The Saint Raphael headed west from the coast of Ireland and was last seen by the crew of the SS Josiah Macy. Around 6 a.m. the next morning the Dutch steamer SS Blijdendijik reported seeing a white light travelling eastward in the sky when about 420 miles east-south-east of New York, which, if it were St. Raphael, was far to the south of its intended route, suggesting that they were lost. The aircraft was never seen again. Wireless communications with all points along the coast of Labrador failed to find any trace of the Saint Raphael following its disappearance in flight. Further searches failed to yield signs of the aircraft and its crew, and by 5 September, the remaining hope was that fish-carrying steamers or whalers had rescued Anne, Hamilton, and Minchin after the Saint Raphael plunged into the ocean, as it was supposed. On 5 September, Anne's brothers, the Earl of Mexborough and the Honourable George Savile, announced that they believed their sister had died at sea along with Captain Hamilton and Colonel Minchin. Despite no signs of the Saint Raphael or its crew, it is presumed that Anne, Hamilton, and Minchin perished on 31 August 1927 in the North Atlantic Ocean near Labrador and Newfoundland. Savile family friend Princess Blücher von Wahlstatt told the United Press that "[Anne's] brothers did their best to dissuade her from the unnecessary adventure, but she was bent on going and refused to be dissuaded".

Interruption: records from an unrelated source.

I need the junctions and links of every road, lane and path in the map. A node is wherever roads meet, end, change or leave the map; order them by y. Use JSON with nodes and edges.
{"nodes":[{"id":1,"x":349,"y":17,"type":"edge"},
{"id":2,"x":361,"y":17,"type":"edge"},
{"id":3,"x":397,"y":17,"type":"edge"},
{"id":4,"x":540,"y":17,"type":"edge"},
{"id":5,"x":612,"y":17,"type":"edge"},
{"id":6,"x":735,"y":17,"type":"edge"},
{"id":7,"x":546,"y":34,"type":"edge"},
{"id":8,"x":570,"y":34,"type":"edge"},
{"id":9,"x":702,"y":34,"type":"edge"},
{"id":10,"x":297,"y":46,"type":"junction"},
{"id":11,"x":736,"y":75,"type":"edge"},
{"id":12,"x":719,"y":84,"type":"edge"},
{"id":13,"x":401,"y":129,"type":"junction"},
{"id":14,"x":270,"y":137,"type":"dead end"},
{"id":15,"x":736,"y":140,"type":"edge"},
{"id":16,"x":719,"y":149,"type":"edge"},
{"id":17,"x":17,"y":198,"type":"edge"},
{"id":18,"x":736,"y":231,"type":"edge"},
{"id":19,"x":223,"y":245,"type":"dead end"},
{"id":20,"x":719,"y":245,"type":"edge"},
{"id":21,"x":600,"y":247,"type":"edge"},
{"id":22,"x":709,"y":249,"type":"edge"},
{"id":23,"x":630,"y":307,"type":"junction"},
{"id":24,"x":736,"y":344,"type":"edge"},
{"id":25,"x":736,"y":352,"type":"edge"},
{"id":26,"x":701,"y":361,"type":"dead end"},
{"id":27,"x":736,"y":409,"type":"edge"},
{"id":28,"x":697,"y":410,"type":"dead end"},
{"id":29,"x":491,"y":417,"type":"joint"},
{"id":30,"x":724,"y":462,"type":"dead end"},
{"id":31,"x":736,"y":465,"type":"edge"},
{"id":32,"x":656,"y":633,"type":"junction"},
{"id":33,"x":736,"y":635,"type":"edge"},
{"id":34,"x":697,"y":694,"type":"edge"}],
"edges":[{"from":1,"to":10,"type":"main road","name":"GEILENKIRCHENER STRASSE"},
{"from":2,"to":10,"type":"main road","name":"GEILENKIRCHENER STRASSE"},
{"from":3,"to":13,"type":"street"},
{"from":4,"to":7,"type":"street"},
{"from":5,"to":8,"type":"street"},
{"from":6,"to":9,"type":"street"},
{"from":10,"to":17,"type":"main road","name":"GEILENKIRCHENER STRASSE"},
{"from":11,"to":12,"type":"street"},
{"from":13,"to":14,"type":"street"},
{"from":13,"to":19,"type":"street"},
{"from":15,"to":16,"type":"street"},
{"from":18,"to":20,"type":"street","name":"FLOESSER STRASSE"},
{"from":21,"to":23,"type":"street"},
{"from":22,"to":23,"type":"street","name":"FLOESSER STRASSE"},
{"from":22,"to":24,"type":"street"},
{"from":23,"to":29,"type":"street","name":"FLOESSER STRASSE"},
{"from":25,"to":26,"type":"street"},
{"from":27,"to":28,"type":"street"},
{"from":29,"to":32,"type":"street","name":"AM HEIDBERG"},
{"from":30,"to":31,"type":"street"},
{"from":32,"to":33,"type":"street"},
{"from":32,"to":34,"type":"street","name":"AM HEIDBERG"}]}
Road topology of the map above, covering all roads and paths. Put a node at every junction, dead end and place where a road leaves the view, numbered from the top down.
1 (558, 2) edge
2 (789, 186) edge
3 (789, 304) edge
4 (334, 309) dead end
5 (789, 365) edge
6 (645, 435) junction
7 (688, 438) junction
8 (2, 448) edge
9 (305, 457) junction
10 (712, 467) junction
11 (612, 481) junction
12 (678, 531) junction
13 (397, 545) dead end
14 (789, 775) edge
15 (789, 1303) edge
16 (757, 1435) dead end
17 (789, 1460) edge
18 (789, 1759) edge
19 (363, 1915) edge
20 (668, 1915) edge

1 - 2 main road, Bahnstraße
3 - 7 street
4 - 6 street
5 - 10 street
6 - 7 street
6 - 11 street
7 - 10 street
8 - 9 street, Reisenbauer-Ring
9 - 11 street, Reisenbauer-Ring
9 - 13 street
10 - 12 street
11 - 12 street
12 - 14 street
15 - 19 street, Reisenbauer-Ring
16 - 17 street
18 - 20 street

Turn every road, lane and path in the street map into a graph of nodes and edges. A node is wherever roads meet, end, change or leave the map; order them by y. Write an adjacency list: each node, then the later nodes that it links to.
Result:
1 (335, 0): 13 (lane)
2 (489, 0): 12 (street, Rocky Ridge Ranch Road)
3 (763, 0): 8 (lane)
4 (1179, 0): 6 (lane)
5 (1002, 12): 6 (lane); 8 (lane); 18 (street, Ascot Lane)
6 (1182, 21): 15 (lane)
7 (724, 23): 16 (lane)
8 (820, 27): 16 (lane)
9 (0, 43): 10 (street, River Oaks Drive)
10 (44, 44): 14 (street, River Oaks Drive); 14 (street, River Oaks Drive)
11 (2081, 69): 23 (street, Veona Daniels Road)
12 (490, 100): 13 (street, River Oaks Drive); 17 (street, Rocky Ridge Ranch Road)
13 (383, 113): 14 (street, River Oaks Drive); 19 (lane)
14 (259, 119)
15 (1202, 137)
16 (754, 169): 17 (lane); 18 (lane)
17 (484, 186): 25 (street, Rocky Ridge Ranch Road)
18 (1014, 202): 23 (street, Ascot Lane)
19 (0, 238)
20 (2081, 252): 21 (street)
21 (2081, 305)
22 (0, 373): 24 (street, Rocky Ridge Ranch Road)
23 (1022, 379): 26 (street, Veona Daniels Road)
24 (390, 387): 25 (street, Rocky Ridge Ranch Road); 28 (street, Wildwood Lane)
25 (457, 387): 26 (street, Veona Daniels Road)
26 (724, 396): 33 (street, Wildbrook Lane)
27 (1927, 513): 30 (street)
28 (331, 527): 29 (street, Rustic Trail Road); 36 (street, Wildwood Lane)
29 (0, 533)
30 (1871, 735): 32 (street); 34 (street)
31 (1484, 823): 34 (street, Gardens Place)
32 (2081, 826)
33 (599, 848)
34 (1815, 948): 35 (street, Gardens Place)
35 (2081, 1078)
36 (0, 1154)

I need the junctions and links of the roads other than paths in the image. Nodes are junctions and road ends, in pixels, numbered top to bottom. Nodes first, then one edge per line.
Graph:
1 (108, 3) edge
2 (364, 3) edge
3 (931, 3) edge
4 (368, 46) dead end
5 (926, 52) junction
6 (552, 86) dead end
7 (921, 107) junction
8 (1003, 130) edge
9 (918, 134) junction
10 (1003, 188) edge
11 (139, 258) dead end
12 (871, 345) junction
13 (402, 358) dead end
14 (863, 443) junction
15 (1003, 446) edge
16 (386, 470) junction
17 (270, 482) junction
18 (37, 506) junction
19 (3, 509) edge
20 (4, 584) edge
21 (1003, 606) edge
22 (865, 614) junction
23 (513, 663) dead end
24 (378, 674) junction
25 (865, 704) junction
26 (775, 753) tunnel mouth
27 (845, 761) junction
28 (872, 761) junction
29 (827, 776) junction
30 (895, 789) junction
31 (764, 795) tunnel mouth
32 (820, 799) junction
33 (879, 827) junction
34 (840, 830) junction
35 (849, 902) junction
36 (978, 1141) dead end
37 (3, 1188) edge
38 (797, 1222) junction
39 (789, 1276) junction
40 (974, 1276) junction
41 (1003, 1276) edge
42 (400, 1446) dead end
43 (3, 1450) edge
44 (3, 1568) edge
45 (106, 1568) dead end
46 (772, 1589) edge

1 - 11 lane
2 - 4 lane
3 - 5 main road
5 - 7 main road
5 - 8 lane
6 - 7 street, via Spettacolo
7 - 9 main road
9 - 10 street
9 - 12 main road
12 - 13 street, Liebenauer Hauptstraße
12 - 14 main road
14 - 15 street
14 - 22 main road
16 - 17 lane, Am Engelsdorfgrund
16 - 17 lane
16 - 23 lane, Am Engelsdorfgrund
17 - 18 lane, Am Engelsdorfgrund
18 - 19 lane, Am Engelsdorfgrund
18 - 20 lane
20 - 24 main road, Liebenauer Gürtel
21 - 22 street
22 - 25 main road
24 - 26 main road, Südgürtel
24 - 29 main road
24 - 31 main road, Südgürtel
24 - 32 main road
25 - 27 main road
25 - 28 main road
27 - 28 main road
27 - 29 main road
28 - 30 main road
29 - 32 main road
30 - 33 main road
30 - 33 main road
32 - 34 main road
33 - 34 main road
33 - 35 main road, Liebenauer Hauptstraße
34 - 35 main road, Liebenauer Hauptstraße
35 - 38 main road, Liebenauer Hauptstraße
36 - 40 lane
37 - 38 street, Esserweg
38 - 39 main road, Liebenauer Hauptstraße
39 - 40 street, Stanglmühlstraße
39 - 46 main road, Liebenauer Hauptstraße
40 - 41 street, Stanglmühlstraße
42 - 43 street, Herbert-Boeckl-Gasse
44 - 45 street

At the time of her death, Anne was the second woman to disappear in an attempted transoceanic flight in nearly two weeks; the first was Mildred Doran, who had been participating in the Dole Air Race from Oakland, California, to Hawaii.

In 1928, the Ontario Surveyor General named a number of lakes in the northwest of the province to honour aviators who had perished during 1927, mainly in attempting oceanic flights. The main lake so named is St Raphael Lake named for the Saint Raphael; similarly named lakes in the same general vicinity include Hamilton Lake, Minchin Lake and Wertheim Lake, which commemorates Anne.

Anne was presumed dead by a court order made in London on 6 February 1928; she died intestate and left an estate valued at £28,265 (gross) and net personal property of £20,371.

A large memorial plaque commemorating the fateful flight and dedicated to Anne, Captain Hamilton and Colonel Minchin hangs in St Raphael's church, Kingston upon Thames.